Subject: Re: CVS commit: src/sys
To: M. Warner Losh <imp@bsdimp.com>
From: Matthew Orgass <darkstar@city-net.com>
List: tech-kern
Date: 04/26/2004 02:52:20
On 2004-04-25 imp@bsdimp.com wrote:
> In message: <20040425044912.94DFEA655@zen.crufty.net>
>             sjg@crufty.net (Simon J. Gerraty) writes:
> : cp += snprintf(...)
>
> Maybe people shouldn't do that at all.  No need to have a cp +=
> safe_sprintf() because the code is still wrong in the buffer overflow
> case: if it returns 0, future uses of cp will be wrong.
>
> Better to say
>
>        snprintf()
>        if (cp + strlen(cp) > ep)
> 		/* handle badness */
>
> So what you propose would fix the 'negativge offset' issue, but not
> deeper issues.

  IMO, strlen should be entirely banished from the kernel.  There is no
reason why the kernel should ever need to sit and count bytes just to
figure out how long a string is.  Lots of things can go much faster if you
don't need to look for a single null character, but strlen is the worst
since you are not even doing anything with the data.

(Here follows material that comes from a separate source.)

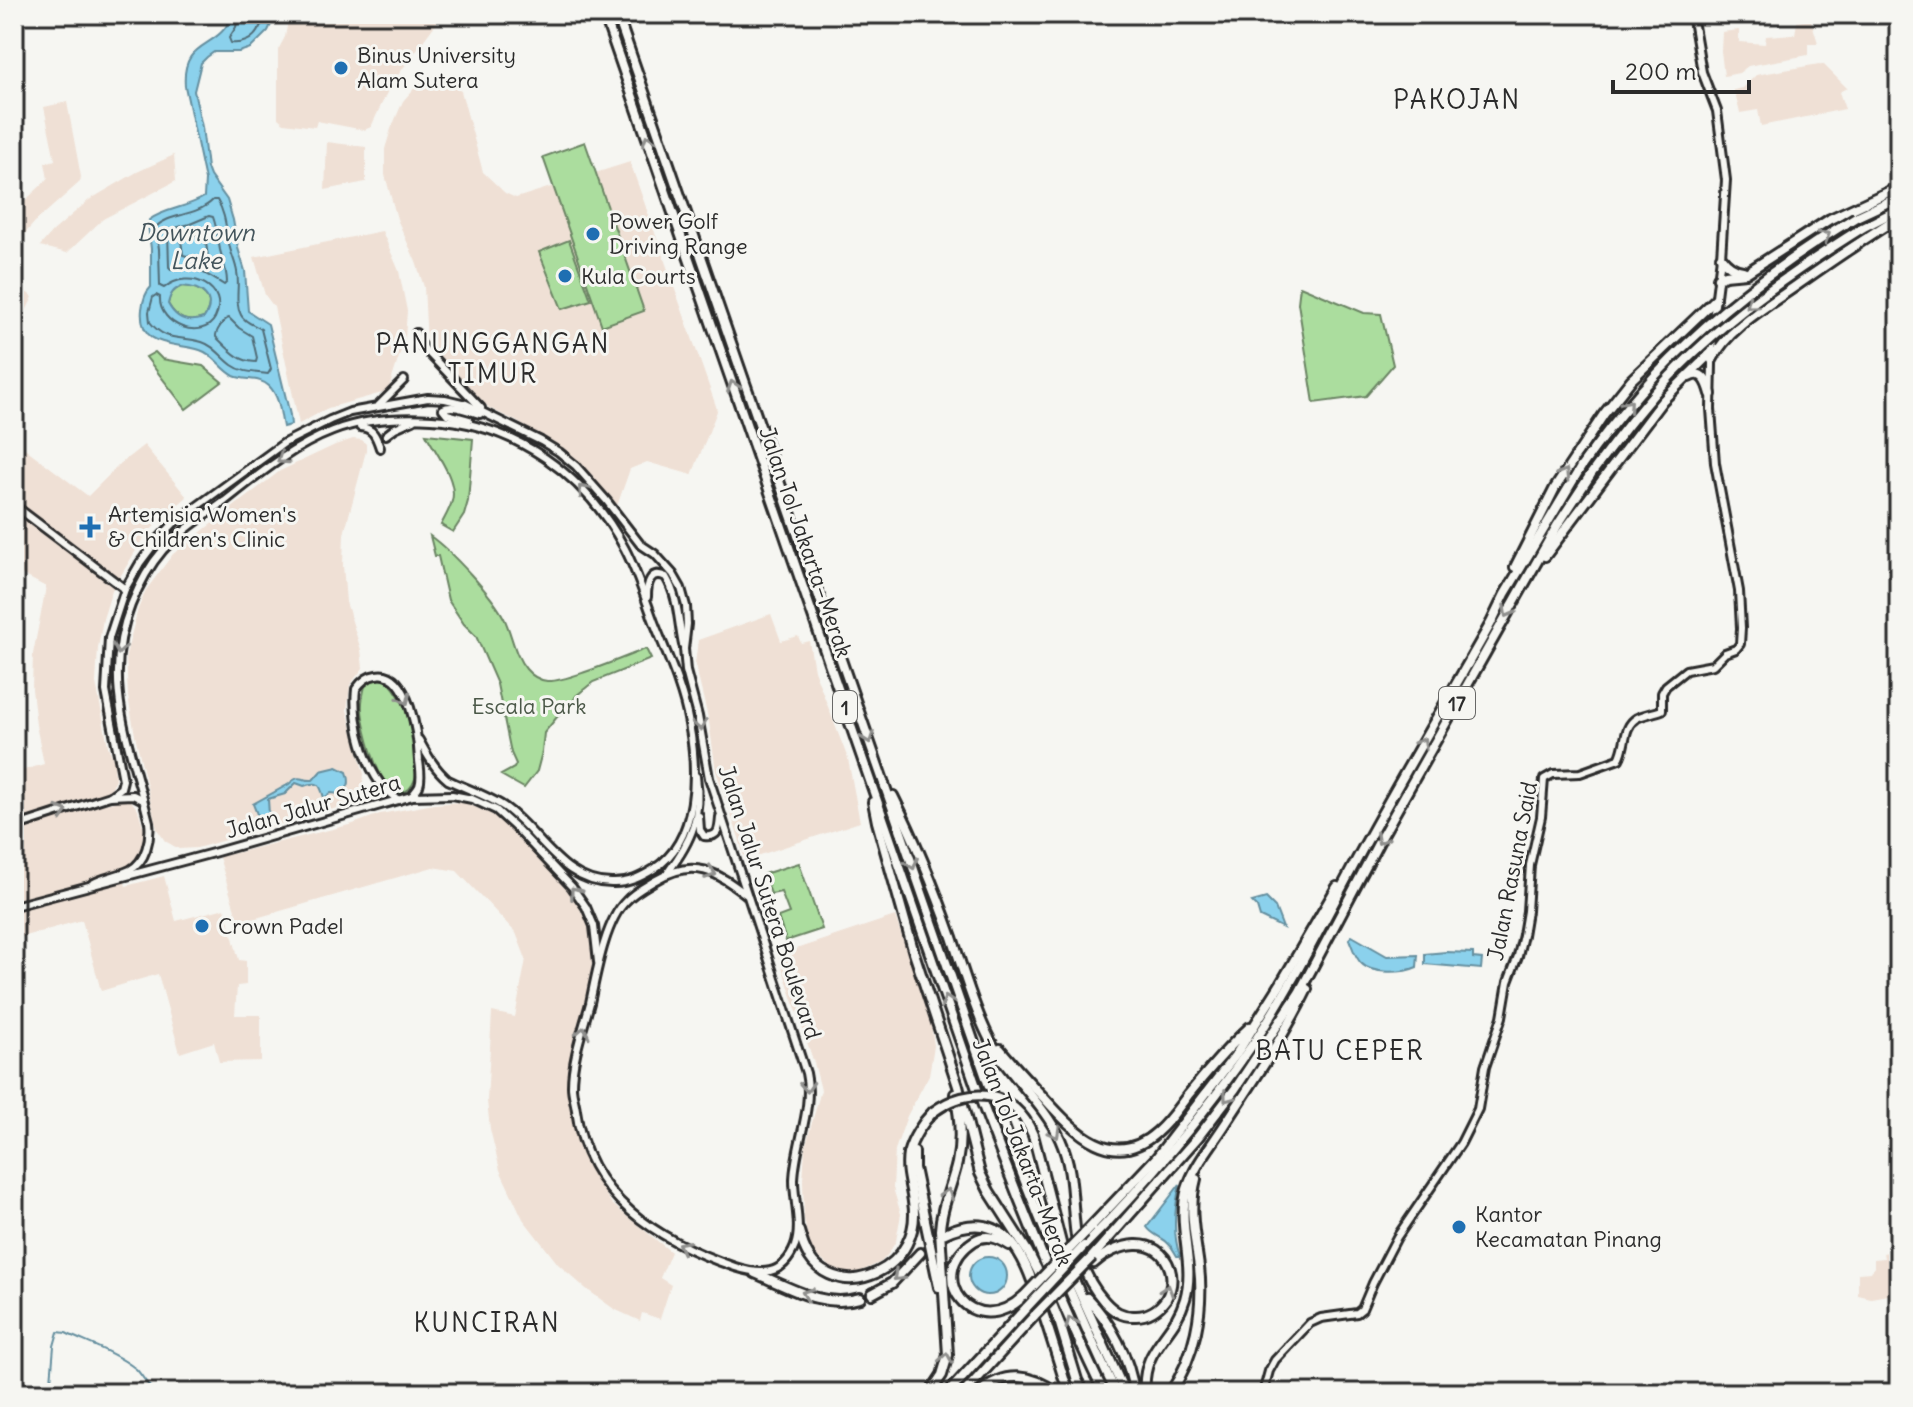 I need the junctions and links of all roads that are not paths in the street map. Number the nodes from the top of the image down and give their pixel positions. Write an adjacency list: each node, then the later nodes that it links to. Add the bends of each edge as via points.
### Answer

  But your point is certainly correct: in overflow case in a cp += ...
sequence the last character will be overwritten serveral times (since -1
is returned for size of 0).  Even if that doesn't cause serious problems
in most message output, it should be avoided.  There is another bug in the
proposed safe_snprintf (and my snprintf_seq): the terminating null
character would be included in the amount returned, so you would need to
either decrement the pointer between calls or have the function return the
size not counting the terminating null, which would make the obvious full
condition test not quite right.  With a string buffer structure, it would
be obvious what is going on.

  I like the fprintf idea as a general kernel addition that would make it
possible to print to generic targets to eliminate the need for temporary
buffers, but if it is added it should IMO be expected to be used somewhat
frequently, not just to fix a few improper snprintf calls, especially in
cases where the code is shared.

  It is... interesting to look at the examples individually.  The ahc and
ahd cases are the same debugging code.  The snprintf is completely
unnecessary, since it is just printed out immediately anyway.  The
snprintf is not in the FreeBSD version, so I would guess this was part of
private modifications to have it do something other than printf that never
got committed.  It origionally used sprintf(line+strlen(line), ...).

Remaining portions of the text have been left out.